_TASK OBJECTIVE_
Will you extract the entries word for word? Images should not appear in the copy.

::: RECORDS SHOWN

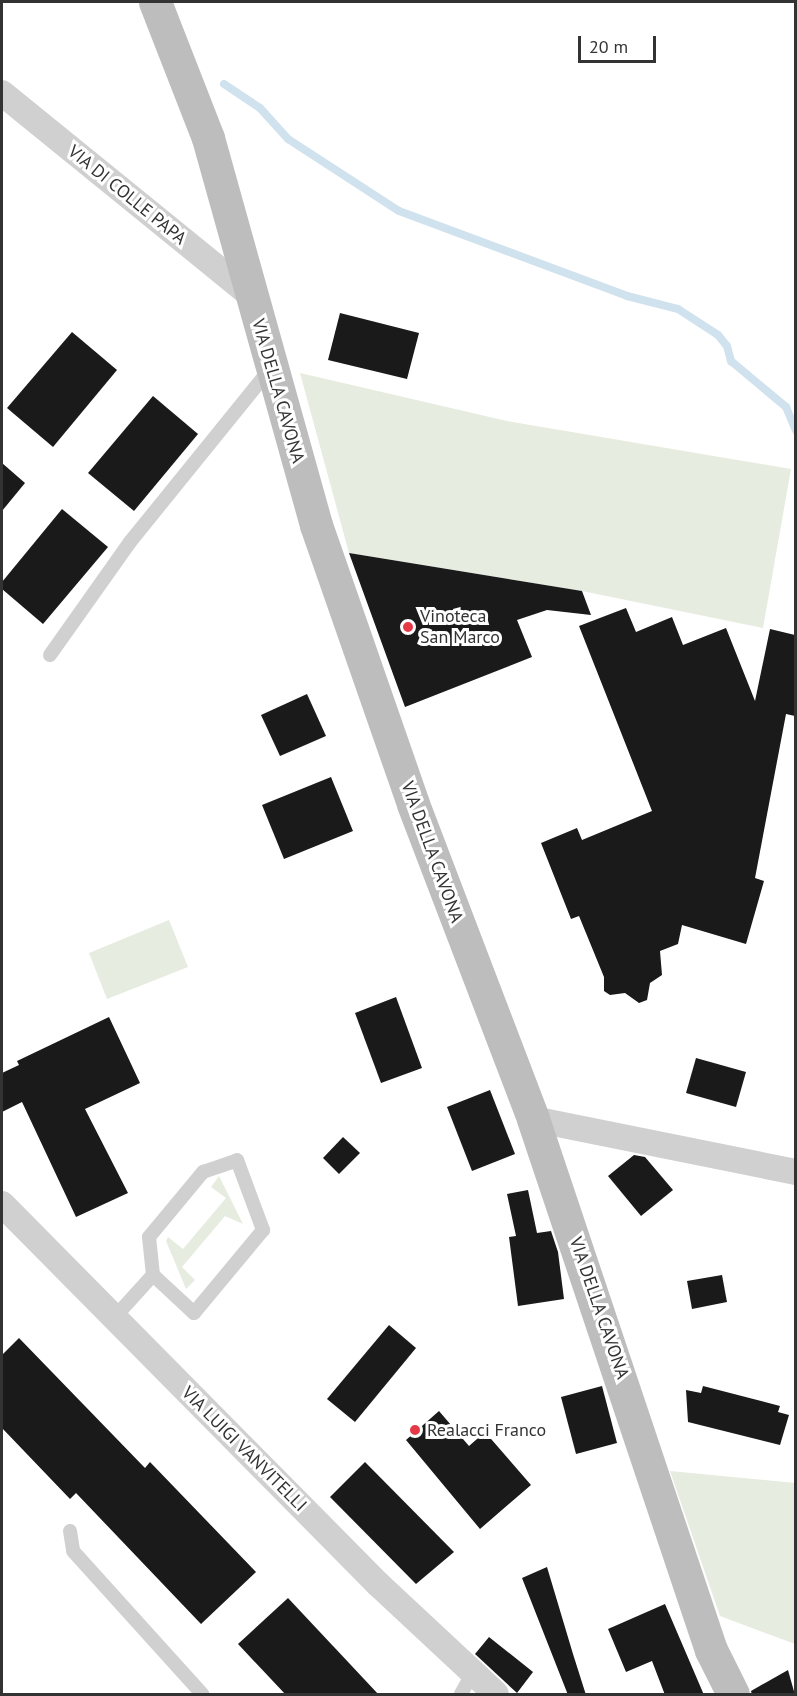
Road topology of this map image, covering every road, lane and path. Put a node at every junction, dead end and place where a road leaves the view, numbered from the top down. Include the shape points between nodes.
1 (154, 2) edge
2 (2, 93) edge
3 (252, 296) junction
4 (271, 367) junction
5 (50, 656) dead end
6 (533, 1119) junction
7 (795, 1172) edge
8 (2, 1204) edge
9 (153, 1275) junction
10 (114, 1318) junction
11 (70, 1531) dead end
12 (466, 1684) edge
13 (494, 1692) edge
14 (202, 1695) edge
15 (734, 1695) edge

1 - 3 main road, VIA DELLA CAVONA via 208,138
2 - 3 street, VIA DI COLLE PAPA
3 - 4 main road, VIA DELLA CAVONA
4 - 5 lane via 130,542
4 - 6 main road, VIA DELLA CAVONA via 316,525 413,804
6 - 7 street
6 - 15 main road, VIA DELLA CAVONA via 711,1650
8 - 10 street, VIA LUIGI VANVITELLI
9 - 9 lane via 149,1238 203,1172 237,1160 262,1230 194,1313
9 - 10 lane
10 - 12 street, VIA LUIGI VANVITELLI
11 - 14 lane via 73,1551
12 - 13 street, VIA LUIGI VANVITELLI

::::::

_OUTPUT BELOW_
Road topology of this map image, covering every road, lane and path. Put a node at every junction, dead end and place where a road leaves the view, numbered from the top down. Include the shape points between nodes.
1 (154, 2) edge
2 (2, 93) edge
3 (252, 296) junction
4 (271, 367) junction
5 (50, 656) dead end
6 (533, 1119) junction
7 (795, 1172) edge
8 (2, 1204) edge
9 (153, 1275) junction
10 (114, 1318) junction
11 (70, 1531) dead end
12 (466, 1684) edge
13 (494, 1692) edge
14 (202, 1695) edge
15 (734, 1695) edge

1 - 3 main road, VIA DELLA CAVONA via 208,138
2 - 3 street, VIA DI COLLE PAPA
3 - 4 main road, VIA DELLA CAVONA
4 - 5 lane via 130,542
4 - 6 main road, VIA DELLA CAVONA via 316,525 413,804
6 - 7 street
6 - 15 main road, VIA DELLA CAVONA via 711,1650
8 - 10 street, VIA LUIGI VANVITELLI
9 - 9 lane via 149,1238 203,1172 237,1160 262,1230 194,1313
9 - 10 lane
10 - 12 street, VIA LUIGI VANVITELLI
11 - 14 lane via 73,1551
12 - 13 street, VIA LUIGI VANVITELLI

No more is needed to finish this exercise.